**** RECORD EXCERPTS ****

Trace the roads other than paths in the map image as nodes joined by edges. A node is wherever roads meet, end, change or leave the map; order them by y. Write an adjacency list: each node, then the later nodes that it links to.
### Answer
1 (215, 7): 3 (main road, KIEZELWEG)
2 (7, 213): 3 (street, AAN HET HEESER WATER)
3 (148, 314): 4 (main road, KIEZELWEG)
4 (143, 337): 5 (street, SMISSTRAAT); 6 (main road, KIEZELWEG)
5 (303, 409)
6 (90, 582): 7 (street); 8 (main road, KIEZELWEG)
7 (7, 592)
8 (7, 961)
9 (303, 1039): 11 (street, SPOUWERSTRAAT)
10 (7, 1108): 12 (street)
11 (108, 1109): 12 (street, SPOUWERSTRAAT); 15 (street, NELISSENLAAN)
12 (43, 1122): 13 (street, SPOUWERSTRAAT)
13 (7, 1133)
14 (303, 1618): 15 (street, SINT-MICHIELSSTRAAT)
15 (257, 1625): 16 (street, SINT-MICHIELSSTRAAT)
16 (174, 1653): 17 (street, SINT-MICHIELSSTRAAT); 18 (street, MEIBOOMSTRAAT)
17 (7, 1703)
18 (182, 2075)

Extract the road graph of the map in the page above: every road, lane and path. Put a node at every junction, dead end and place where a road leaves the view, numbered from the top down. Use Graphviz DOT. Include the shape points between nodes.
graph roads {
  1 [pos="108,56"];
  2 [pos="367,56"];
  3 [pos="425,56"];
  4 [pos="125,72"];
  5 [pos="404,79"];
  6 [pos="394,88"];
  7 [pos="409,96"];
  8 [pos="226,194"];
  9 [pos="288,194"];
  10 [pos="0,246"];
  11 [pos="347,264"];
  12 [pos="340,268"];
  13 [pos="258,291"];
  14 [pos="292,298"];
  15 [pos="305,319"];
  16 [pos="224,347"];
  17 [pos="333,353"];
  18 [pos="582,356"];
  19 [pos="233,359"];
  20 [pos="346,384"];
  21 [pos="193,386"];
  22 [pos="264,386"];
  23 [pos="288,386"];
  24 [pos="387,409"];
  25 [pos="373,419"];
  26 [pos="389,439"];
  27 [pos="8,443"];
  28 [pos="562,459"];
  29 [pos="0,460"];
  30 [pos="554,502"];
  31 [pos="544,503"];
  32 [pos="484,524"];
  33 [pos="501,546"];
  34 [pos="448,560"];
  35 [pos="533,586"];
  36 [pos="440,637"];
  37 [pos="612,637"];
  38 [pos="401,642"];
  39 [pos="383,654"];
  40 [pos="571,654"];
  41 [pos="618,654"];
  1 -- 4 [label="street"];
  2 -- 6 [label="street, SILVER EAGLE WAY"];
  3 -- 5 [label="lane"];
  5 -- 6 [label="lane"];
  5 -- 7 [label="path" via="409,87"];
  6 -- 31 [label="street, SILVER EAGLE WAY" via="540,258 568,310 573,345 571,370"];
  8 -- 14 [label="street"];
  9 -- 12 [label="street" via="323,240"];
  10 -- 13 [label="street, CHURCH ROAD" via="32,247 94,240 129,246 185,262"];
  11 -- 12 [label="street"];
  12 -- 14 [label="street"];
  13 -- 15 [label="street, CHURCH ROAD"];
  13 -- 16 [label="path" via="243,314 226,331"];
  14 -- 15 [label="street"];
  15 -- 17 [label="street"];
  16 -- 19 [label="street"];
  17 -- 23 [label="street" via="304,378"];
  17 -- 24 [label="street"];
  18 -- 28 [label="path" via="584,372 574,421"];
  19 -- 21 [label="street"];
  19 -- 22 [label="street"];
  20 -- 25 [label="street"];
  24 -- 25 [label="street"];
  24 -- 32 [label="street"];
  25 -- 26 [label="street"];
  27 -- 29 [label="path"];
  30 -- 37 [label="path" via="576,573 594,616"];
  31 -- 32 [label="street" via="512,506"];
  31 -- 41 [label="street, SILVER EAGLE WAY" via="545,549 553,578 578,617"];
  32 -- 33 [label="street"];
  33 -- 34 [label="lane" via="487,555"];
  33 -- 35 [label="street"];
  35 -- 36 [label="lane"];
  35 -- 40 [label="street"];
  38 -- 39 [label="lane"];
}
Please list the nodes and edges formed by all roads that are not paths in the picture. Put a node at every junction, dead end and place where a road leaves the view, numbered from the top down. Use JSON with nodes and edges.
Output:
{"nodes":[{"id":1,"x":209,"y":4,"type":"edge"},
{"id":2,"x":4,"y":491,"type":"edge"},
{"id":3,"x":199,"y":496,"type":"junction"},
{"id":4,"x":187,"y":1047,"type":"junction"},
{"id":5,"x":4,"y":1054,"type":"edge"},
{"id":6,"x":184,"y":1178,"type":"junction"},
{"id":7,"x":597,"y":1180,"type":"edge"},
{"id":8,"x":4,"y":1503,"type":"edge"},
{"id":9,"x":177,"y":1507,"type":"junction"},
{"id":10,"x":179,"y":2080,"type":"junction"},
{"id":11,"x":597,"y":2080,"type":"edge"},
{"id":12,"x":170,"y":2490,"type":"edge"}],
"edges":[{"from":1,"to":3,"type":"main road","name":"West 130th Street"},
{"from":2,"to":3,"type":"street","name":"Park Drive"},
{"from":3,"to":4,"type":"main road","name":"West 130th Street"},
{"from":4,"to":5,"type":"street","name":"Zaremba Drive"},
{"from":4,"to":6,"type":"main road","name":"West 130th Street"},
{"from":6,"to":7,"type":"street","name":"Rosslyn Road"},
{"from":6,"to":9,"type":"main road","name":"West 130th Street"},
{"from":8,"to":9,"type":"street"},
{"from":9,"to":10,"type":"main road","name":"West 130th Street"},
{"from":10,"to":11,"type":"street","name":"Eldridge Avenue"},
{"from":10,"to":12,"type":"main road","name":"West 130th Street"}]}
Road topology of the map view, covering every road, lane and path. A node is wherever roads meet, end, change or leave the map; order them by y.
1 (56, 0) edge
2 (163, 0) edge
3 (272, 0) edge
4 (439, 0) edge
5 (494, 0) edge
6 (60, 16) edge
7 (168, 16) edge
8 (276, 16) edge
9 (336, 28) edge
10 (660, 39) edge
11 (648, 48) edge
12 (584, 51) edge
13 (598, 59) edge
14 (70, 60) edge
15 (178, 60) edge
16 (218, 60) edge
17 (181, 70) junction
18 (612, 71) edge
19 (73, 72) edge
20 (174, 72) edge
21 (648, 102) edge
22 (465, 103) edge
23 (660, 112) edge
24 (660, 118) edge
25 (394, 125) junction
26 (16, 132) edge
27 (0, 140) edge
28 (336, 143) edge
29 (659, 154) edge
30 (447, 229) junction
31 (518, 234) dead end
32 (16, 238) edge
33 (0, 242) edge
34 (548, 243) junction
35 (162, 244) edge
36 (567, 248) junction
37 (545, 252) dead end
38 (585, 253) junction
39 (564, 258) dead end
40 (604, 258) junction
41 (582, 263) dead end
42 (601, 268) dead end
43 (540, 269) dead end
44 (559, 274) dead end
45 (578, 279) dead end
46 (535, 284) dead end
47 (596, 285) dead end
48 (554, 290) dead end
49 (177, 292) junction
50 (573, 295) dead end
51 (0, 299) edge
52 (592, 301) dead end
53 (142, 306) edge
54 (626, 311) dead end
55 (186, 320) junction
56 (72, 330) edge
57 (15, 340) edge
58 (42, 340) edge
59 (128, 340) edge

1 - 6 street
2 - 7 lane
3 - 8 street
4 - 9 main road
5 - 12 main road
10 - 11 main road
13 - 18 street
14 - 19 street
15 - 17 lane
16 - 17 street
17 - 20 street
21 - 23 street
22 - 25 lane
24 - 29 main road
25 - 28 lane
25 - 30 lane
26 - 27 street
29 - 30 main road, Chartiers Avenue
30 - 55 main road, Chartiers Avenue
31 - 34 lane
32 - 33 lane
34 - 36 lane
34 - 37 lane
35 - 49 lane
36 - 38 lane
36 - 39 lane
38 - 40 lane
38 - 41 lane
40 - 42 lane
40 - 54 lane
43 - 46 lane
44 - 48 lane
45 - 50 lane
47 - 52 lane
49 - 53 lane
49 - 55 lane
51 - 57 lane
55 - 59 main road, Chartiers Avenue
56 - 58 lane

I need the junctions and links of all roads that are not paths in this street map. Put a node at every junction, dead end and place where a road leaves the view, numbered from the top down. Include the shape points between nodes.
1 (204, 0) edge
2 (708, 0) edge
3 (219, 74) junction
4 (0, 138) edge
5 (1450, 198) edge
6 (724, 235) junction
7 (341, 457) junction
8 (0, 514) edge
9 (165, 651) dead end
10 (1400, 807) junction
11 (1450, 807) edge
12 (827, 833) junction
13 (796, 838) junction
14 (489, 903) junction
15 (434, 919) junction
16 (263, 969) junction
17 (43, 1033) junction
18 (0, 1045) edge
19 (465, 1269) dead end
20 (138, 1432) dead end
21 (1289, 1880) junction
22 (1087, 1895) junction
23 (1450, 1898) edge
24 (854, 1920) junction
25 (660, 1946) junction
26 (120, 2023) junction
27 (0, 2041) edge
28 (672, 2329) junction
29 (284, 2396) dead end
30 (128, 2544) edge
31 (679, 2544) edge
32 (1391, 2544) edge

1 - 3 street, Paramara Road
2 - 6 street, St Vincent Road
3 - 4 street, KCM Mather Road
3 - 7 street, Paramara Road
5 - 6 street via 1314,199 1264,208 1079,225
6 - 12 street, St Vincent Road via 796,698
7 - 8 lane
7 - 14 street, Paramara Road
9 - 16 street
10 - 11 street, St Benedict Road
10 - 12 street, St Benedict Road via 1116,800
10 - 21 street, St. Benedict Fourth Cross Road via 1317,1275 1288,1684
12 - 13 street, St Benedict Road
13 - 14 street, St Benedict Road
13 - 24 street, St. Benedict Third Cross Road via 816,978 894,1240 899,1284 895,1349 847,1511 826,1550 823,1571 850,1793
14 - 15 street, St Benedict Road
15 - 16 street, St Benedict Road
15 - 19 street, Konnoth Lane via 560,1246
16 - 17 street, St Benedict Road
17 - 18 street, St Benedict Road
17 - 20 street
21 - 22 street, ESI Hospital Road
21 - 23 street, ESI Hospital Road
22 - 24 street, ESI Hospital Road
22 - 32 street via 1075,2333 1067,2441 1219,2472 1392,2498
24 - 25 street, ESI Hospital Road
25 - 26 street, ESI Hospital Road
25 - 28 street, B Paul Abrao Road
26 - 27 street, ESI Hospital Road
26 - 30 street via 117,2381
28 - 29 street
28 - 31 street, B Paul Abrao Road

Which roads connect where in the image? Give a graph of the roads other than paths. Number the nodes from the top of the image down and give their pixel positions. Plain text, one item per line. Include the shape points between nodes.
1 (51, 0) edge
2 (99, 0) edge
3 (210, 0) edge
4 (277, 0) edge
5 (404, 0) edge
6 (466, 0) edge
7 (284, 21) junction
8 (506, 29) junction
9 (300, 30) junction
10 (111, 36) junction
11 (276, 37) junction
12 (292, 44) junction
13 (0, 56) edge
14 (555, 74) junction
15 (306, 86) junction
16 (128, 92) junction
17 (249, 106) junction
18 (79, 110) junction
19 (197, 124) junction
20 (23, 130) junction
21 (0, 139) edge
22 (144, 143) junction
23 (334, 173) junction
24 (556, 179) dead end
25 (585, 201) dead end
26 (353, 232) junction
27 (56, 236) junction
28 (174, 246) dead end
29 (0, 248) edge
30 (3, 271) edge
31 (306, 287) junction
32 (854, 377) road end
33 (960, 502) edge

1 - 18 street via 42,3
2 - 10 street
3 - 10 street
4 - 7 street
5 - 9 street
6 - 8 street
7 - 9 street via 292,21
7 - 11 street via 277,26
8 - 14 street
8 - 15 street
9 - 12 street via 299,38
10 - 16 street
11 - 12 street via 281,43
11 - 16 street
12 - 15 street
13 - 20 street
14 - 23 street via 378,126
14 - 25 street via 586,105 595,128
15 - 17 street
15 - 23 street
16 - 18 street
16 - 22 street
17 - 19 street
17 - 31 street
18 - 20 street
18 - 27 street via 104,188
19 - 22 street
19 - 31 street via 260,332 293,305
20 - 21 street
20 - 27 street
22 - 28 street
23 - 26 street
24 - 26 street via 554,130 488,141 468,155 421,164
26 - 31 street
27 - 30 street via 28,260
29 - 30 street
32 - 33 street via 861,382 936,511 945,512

****

** EXERCISE DIRECTIONS **
Nothing but a number is expected here: the number of lines in the entries that include the word "EAGLE".

** SOLUTION FOR THIS PROBLEM **
3